Bloomberg reports that both the Pentagon and Asia’s largest auto maker have teamed up with Canadian companies Ucore Rare Metals Inc. (TSX-V:UCU) and Matamec Explorations Inc. (TSX:MAT) to expand supply of rare earth metals via mining of deposits in North America.

In October the Pentagon entered an exploratory agreement with Ucore as well as enlisted Canada’s Great Western Minerals Group to study supplies of yttrium oxide which is used in jet engines.

Toyota’s trading firm Toyota Tsusho has meanwhile taken up a 49% stake in a joint venture with Matamec, while also pursuing a feasibility study of Quebec’s Kipawa project for the extraction of dyprosium and other heavy metals.

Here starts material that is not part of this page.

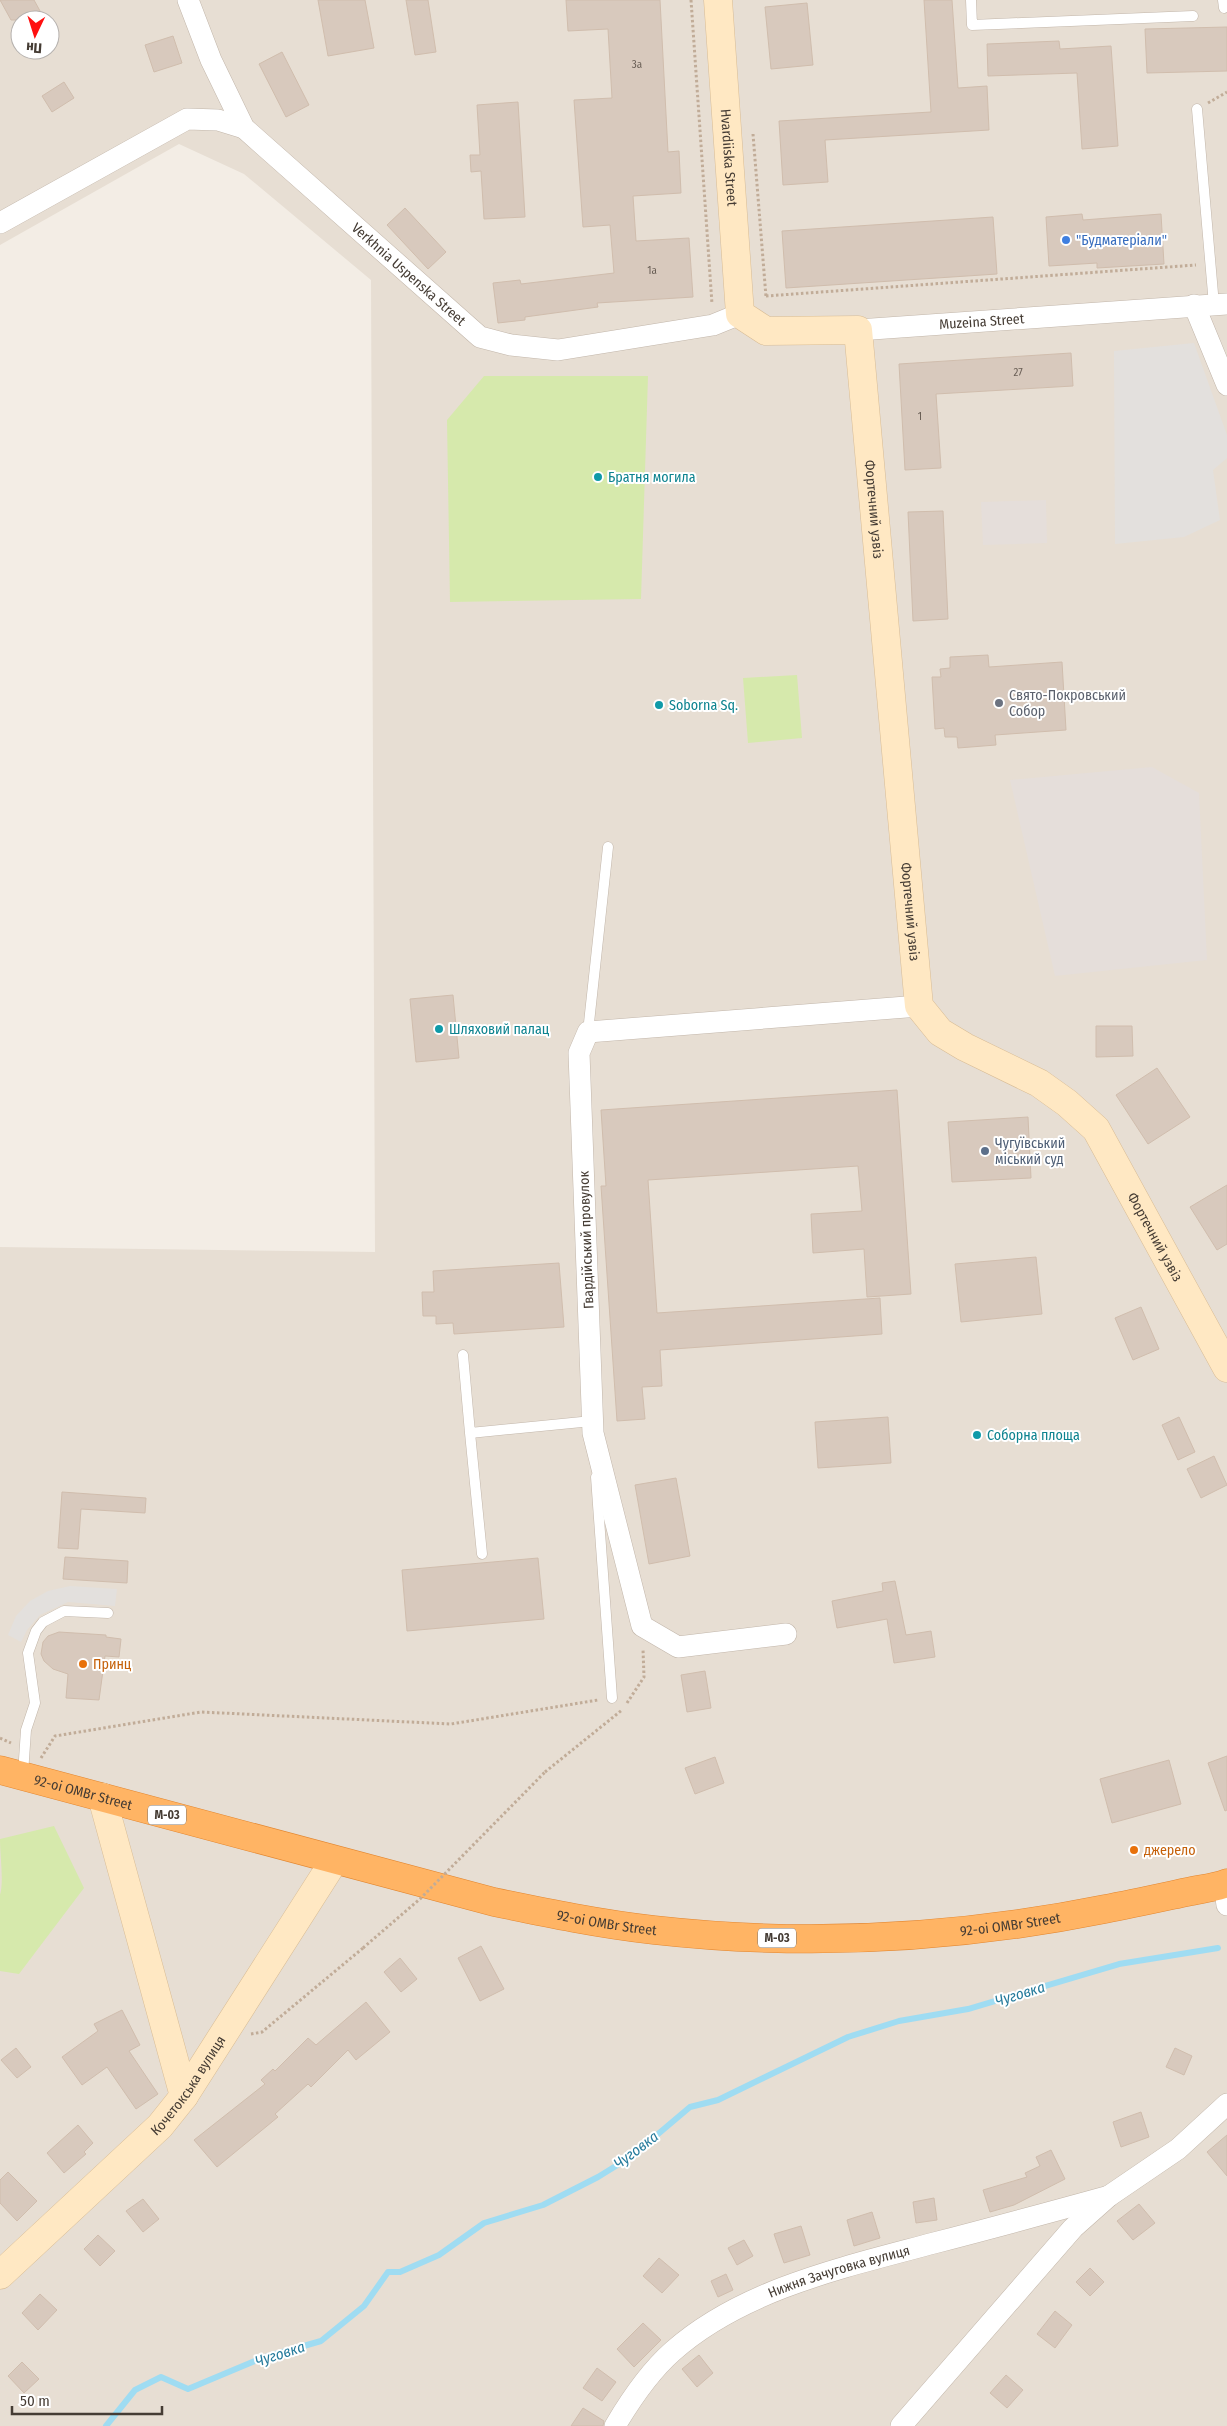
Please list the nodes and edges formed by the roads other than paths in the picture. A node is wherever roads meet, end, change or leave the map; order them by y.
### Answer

Rare earth metals are a set of 17 heavy elements possessing similar properties which are essential to a number of hi-tech industries. Both the Pentagon and Toyota are dependent upon rare earth metals for use as high-performance magnets in drone weaponry and electric automobiles.

China currently controls 95% of the world’s rare earth supplies, which makes both the DodD and Toyota highly vulnerable to any untoward changes to China’s rare earth export policy.

The precarious nature of their dependency upon China’s rare earth exports is further heightened by geopolitical considerations, such as the Middle Kingdom’s relationship with the US as a strategic competitor, and the country’s unresolved animus towards Japan for its militaristic aggression last century.

China has already used curbs of rare earth exports as a punitive measure during disputes with Japan, slashing supplies to the Land of the Rising Sun by 40% in 2010.

In July both Japan and the US teamed up with the EU to apply for a WTO probe into China’s restrictions of rare earth exports, claiming that the measures were in violation of international free trade agreements.